Well, except for maybe the folks at Domino’s who had kept him waiting for over an hour for his pizza.
It was fascinating.
At some point during his fifth cell phone call, he realized all his party plans were failing to draw us in. I hated to tell him that he was dealing with two mamas in their late 30’s. The only party we’re looking for at this point in our lives is a comfortable couch and some sort of reality show marathon on Bravo, preferably involving Rachel Zoe.
So he got off the phone and began to tell us his Domino’s Pizza conspiracy theory. According to him, they purposely make you wait so you’ll leave without your food and they’ll keep your money. Apparently it’s how they make a profit. I don’t really give that theory any credit because it doesn’t make any sense and, also, because I heard it from a drunk guy in New Orleans.
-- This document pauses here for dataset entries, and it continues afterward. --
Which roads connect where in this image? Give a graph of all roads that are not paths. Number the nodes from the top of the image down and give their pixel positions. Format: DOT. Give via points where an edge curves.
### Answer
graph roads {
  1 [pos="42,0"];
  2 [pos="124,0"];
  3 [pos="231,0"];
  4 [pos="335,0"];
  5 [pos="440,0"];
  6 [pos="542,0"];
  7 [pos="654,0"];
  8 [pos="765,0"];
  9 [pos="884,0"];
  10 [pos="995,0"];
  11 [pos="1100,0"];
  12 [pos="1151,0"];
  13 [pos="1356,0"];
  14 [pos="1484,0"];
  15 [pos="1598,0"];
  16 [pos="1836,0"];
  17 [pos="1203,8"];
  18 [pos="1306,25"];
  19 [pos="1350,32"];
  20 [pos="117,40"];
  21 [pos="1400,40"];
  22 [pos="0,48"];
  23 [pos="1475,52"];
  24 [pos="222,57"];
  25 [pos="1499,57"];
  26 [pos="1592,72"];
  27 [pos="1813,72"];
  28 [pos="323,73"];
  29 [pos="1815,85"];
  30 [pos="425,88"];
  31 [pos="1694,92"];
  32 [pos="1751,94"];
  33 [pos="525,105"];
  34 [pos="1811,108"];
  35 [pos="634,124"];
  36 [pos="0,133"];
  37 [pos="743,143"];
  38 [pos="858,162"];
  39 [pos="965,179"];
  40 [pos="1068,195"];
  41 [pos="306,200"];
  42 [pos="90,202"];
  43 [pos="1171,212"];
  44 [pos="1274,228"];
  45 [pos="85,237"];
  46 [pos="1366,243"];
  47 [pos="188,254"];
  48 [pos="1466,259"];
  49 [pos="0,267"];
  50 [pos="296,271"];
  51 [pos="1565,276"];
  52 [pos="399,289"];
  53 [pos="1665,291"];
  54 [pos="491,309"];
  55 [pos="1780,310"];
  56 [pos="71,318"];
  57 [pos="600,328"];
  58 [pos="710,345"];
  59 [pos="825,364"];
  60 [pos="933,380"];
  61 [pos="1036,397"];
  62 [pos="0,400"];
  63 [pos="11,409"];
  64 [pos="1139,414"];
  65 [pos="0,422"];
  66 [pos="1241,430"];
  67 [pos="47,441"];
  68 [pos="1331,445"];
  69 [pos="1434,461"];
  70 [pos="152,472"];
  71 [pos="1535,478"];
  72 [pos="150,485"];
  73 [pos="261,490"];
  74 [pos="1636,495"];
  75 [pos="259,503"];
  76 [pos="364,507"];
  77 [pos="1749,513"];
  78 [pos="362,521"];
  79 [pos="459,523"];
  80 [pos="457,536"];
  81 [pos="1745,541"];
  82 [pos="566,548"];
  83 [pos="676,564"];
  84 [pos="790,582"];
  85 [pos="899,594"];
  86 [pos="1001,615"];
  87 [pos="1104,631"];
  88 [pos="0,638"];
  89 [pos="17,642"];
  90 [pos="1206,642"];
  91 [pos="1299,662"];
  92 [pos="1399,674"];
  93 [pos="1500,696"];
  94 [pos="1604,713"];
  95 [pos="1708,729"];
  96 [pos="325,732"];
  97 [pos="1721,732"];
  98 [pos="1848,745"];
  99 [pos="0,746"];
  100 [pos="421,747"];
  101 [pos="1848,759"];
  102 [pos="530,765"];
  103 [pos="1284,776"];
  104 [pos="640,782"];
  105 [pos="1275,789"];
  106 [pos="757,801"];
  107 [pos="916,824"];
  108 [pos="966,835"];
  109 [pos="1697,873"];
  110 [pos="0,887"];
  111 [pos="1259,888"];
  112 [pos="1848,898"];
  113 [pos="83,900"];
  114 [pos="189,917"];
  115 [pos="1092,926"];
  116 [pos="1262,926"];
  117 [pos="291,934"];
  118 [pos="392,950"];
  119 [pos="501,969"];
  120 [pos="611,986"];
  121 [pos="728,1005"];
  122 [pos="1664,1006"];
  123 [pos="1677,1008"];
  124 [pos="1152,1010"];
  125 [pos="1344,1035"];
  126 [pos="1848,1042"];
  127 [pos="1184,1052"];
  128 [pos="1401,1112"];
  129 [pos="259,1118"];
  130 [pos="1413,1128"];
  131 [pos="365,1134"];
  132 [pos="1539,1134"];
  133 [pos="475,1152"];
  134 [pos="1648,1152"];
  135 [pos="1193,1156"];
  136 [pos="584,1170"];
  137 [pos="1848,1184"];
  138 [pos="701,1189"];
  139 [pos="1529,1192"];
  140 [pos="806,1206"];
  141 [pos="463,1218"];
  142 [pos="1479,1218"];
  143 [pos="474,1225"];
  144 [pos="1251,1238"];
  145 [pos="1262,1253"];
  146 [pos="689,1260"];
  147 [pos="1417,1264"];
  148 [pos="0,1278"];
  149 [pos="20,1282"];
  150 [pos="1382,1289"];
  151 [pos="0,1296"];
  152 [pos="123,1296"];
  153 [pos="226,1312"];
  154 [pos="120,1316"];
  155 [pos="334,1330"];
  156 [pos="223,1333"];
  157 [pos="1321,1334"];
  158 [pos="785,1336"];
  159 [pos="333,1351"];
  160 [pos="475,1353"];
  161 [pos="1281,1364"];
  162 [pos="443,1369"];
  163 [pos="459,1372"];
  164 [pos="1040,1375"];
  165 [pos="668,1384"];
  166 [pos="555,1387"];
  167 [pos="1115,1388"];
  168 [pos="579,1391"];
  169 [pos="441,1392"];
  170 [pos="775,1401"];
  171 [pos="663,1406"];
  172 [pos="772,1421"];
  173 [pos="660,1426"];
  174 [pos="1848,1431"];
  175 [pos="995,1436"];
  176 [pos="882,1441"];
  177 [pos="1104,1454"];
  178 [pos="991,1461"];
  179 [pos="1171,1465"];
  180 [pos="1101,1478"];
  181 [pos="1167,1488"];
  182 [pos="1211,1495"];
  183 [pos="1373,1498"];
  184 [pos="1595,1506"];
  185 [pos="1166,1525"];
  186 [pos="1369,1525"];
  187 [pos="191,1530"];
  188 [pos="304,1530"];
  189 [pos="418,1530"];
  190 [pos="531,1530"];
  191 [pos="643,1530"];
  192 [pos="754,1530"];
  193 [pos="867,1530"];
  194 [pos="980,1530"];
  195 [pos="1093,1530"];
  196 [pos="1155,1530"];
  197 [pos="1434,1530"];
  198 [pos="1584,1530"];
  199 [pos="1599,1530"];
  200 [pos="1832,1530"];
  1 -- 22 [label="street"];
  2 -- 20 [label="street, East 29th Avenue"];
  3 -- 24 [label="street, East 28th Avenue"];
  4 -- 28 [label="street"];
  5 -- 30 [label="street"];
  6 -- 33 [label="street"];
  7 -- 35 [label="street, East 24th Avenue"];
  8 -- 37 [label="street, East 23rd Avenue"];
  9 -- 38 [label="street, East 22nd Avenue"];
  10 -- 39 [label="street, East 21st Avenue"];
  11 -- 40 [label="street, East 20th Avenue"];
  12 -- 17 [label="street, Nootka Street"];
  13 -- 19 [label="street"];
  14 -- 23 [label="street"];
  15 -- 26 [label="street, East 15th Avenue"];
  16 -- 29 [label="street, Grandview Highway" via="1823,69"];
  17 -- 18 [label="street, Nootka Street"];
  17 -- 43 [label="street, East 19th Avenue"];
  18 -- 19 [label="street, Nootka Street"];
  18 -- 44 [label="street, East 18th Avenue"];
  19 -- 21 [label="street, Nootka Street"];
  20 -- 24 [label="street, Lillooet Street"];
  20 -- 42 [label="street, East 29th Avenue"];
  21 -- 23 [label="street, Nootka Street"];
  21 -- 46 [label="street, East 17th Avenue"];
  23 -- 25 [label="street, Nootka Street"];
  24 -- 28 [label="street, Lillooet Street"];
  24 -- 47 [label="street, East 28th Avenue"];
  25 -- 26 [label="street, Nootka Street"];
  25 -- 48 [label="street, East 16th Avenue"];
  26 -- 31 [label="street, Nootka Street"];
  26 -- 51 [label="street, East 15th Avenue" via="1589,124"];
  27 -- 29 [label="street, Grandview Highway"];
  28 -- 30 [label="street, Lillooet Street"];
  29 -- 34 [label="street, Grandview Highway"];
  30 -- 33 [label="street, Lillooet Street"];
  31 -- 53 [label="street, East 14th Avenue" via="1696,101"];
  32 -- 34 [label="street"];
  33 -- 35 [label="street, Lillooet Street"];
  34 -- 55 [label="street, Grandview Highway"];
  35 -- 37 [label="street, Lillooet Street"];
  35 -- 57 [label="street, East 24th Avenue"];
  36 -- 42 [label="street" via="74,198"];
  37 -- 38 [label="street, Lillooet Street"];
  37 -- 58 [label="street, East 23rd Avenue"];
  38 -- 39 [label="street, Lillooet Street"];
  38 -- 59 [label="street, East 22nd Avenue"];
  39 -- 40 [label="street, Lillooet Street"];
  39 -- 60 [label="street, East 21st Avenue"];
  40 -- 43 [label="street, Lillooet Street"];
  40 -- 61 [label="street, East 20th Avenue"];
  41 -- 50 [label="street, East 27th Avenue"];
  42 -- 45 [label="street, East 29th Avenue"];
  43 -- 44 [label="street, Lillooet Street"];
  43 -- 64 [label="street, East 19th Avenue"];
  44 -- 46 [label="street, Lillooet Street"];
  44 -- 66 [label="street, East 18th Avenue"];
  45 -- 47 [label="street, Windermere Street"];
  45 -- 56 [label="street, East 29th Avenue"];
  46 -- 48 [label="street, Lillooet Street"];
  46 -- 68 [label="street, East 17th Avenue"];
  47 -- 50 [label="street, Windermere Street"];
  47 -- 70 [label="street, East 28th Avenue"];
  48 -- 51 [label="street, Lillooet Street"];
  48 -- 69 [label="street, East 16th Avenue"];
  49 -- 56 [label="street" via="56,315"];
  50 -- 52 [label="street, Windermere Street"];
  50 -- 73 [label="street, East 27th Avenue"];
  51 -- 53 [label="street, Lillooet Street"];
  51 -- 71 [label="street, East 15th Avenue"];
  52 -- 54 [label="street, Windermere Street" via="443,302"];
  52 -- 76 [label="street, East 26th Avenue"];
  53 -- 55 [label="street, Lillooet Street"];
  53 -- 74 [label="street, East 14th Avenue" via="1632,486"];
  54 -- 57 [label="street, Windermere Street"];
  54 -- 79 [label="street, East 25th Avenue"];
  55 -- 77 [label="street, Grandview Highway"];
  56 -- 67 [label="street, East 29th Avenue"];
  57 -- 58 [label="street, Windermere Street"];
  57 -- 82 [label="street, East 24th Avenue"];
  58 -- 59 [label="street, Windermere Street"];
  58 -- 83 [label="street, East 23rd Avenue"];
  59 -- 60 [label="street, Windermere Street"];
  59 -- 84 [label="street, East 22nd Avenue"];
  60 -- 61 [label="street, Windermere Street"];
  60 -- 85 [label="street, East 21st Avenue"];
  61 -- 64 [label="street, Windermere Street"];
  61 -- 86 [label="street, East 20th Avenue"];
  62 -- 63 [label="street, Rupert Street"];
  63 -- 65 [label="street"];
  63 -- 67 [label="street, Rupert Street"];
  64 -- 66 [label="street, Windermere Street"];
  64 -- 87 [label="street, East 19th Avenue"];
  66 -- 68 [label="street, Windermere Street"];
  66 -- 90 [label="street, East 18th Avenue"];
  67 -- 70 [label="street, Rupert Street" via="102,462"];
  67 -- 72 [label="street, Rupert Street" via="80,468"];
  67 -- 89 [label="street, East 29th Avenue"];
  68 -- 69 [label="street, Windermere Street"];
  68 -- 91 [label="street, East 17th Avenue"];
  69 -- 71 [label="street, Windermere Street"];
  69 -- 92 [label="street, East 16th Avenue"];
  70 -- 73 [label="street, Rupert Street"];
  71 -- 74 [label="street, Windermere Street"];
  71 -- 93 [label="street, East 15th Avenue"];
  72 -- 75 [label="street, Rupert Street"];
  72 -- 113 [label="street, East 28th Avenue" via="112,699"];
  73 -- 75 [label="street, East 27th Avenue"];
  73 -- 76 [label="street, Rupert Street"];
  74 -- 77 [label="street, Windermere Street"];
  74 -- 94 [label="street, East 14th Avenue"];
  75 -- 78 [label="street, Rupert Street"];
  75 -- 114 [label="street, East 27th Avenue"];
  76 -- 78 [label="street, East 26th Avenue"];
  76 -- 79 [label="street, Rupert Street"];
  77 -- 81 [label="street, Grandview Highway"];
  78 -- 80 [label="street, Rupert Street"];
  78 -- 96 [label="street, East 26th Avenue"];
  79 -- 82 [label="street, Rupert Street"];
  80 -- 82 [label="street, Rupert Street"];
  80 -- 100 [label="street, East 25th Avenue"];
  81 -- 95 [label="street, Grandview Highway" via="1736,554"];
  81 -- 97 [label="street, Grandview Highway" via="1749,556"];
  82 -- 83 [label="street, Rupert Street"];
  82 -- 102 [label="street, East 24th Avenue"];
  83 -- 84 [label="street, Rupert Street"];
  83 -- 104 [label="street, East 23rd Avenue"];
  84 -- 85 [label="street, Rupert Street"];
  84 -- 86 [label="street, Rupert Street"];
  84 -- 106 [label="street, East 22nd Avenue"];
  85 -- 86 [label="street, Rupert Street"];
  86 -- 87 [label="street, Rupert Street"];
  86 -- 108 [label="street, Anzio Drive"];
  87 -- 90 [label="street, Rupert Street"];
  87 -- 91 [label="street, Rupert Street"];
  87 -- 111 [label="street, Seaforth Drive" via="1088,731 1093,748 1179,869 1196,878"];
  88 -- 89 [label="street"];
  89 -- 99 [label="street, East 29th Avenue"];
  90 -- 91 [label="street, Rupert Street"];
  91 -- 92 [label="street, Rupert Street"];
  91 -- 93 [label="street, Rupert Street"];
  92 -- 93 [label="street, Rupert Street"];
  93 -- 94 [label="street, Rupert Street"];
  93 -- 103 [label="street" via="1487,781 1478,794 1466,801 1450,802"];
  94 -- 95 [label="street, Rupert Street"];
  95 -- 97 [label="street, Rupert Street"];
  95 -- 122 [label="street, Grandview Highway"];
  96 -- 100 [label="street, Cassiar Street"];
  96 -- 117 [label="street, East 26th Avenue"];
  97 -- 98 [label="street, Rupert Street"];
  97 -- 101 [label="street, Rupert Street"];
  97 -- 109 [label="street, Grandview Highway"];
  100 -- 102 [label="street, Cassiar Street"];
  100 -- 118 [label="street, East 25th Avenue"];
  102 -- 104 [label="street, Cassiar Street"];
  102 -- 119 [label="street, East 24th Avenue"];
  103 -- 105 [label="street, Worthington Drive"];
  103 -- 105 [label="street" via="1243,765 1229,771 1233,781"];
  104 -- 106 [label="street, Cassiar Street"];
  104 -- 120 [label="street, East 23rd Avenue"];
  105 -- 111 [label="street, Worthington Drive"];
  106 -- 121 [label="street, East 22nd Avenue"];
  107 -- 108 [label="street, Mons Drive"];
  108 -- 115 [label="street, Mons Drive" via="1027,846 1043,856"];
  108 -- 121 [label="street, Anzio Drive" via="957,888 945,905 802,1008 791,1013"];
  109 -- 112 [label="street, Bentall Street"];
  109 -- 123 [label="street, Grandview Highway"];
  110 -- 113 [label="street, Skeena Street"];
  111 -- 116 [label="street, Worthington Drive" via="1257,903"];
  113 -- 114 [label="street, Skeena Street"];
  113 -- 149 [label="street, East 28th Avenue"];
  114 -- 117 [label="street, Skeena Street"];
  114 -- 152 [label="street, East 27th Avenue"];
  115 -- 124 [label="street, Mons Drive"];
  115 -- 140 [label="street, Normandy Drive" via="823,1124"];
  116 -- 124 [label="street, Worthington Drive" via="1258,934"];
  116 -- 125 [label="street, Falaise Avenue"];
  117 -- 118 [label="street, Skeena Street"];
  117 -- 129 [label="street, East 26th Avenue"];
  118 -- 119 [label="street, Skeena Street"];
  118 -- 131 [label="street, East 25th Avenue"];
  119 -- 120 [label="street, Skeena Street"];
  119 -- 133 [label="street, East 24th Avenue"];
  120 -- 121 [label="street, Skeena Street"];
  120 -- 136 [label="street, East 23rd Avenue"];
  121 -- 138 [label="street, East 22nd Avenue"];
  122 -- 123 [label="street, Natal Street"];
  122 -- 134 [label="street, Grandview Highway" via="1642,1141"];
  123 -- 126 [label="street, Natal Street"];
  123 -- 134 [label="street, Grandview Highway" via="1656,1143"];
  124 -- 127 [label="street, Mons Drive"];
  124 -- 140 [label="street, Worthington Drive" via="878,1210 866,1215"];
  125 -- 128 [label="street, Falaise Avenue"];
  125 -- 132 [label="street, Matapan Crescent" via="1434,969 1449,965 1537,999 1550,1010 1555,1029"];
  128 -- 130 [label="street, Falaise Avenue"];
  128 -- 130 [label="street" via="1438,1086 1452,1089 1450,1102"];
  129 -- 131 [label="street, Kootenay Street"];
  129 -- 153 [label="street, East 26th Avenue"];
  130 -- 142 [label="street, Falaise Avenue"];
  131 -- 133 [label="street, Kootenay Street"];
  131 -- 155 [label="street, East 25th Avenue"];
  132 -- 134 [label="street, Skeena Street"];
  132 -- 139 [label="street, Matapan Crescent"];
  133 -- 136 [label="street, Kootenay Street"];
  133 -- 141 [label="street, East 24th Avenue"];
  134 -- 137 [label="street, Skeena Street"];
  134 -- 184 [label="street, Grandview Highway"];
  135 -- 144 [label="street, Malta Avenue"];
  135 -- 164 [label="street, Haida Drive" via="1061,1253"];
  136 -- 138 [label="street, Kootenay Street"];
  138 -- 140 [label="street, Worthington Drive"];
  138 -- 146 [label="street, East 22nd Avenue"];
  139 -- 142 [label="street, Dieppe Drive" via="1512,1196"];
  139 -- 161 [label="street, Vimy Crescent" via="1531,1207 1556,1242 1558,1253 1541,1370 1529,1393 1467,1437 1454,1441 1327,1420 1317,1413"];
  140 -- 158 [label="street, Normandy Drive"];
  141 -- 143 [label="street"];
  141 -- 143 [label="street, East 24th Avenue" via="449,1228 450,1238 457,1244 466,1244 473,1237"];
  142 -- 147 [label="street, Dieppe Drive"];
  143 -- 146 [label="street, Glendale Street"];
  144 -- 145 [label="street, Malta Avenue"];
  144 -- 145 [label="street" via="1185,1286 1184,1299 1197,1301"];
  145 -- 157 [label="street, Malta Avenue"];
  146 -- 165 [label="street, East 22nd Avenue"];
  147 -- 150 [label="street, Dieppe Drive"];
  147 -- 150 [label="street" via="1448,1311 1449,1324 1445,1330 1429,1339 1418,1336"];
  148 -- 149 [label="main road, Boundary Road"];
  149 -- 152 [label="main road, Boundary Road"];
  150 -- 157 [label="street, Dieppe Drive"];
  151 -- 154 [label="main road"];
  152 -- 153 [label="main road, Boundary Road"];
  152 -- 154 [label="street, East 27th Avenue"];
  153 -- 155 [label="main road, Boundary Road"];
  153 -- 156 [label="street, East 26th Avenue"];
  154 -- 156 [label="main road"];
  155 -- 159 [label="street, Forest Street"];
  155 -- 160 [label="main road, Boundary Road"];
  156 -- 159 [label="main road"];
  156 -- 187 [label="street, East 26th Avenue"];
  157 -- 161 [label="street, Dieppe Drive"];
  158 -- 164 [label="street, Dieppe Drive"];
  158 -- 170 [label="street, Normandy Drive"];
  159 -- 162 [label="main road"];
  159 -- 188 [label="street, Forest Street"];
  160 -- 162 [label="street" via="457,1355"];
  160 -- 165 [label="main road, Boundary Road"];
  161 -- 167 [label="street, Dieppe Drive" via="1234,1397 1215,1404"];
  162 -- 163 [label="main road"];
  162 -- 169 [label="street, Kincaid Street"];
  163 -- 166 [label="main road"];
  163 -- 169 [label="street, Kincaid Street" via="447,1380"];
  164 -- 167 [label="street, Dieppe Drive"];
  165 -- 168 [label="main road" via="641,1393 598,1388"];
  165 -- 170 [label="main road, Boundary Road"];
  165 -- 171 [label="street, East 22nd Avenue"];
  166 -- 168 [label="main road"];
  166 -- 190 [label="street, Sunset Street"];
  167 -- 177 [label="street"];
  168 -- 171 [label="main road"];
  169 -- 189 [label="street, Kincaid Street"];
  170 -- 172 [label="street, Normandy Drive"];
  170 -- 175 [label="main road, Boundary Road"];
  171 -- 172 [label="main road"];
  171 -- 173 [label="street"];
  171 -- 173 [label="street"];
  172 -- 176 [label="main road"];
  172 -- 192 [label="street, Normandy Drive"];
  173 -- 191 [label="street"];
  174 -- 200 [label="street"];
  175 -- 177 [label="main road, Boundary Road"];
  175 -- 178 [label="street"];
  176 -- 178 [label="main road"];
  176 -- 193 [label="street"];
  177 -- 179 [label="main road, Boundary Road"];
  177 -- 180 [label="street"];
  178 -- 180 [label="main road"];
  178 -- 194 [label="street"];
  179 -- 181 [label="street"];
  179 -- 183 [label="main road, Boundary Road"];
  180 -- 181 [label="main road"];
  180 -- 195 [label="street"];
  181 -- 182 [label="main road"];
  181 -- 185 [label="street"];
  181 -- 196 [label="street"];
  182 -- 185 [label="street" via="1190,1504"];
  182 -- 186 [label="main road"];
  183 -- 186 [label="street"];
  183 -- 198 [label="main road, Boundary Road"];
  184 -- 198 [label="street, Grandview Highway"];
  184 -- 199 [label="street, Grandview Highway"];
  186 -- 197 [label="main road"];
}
After spending an hour watching the girl at the counter repeatedly gaze into the kitchen and tell prospective customers that it would be “about fifteen minutes”, we finally heard her call out, “Joikobnse”. I wasn’t totally sure it was us, but it looked close enough. We grabbed it and ran back to the hotel.
It was one of the best pepperoni pizzas I’ve had in at least a week.
In fact, I’d like to say it was worth the wait.
But that would be a lie.
However, you have to believe that it was better than four-day-old chicken.